Perioperative dosing of pregabalin has been recently surveyed in various laparoscopic surgery patient populations. In a very recent randomized controlled trial patients undergoing laparoscopic colorectal surgery and receiving two doses of oral pregabalin had lower postoperative opioid consumption but similar pain scores compared to control group.32 A prospective study with patients undergoing laparoscopic living donor nephrectomy receiving two doses of oral pregabalin had lower postoperative opioid consumption but similar pain scores compared to the control group.33 Contrary to these, a recent randomized controlled trial with similar setting to our study concluded that pregabalin together with celecoxib offered no analgesic superiority over standard opioid care in postoperative pain therapy following laparoscopic cholecystectomy. Recent large systematic review including 39 trials on endoscopic abdominal surgery found no clinically significant analgesic effect for perioperative used gabapentinoids. Use of perioperative pregabalin was associated with greater risk of adverse events.34 Our findings together with this systematic review suggest that routine use of pregabalin for patients undergoing laparoscopic surgery cannot be recommended.
Our retrospective study has some limitations. First, while patients after RALP experience mild to modest pain and the amounts of opioids are modest as well, it is difficult to demonstrate meaningful difference. Furthermore, owing to the lack of data, we were not able to reliably assess the postoperative pain scores, or the amount of opioid use after discharge. For the same reason, we were not able to assess the incidence of chronic pain and hyperesthesia in the long term. The retrospective design of the study could have also affected the results, even when only consecutive patients were included to avoid any selection bias. On the other hand all patients in our study received a standardized multimodal anesthesia and only few experienced surgeons were involved in the procedure. Moreover, we were able to demonstrate an effective multimodal anesthesia protocol associated with few side effects and a short LOS.
To strengthen the findings of our study, the effect of pregabalin on postoperative opioid consumption and pain of patients undergoing RALP could be studied in a prospective manner. Another medication worth giving an opportunity as a part of multimodal analgesic regimen would be alpha-2-agonist clonidine, which has been shown to reduce postoperative opioid consumption35,36, but has not been studied in patients undergoing RALP. While deep Trendelenburg position during RALP often comes with a rise in mean arterial blood pressure37, clonidine’s ability to provide perioperative hemodynamic stability could be of use.

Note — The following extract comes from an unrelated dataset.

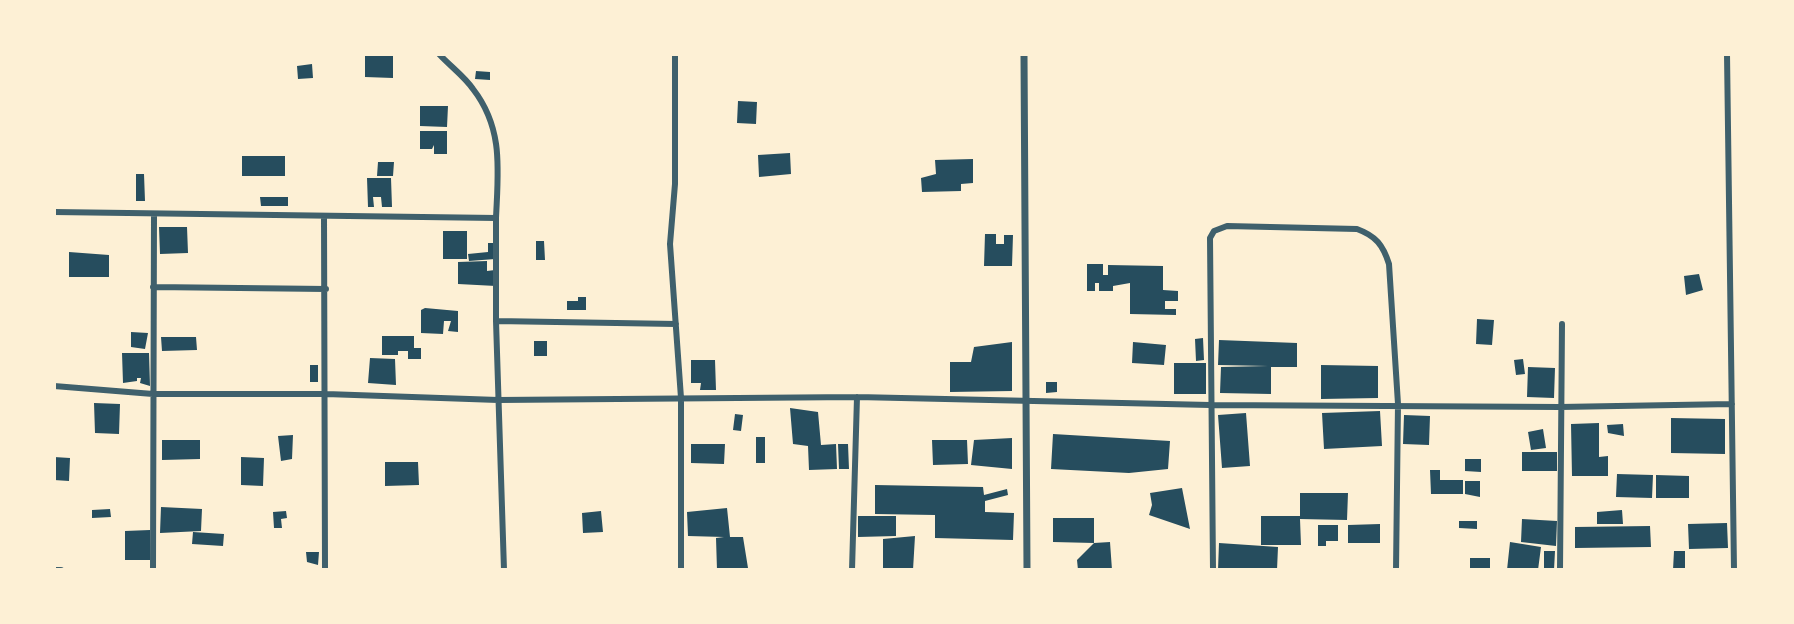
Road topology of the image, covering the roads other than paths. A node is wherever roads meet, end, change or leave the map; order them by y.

According to our findings, patients undergoing RALP that receive paracetamol and etoricoxib as premedication, esketamine, betamethasone, metamizole-pitofenone, fentanyl and local infiltration anesthesia intraoperatively, and paracetamol for postoperative pain need only small amounts of opioids postoperatively. While our findings demonstrated that routine use of pre-emptive pregabalin does not decrease postoperative opioid consumption in patients undergoing RALP, perioperative use of pregabalin may still have potential benefits in patients with a history of neuropathic or chronic pain.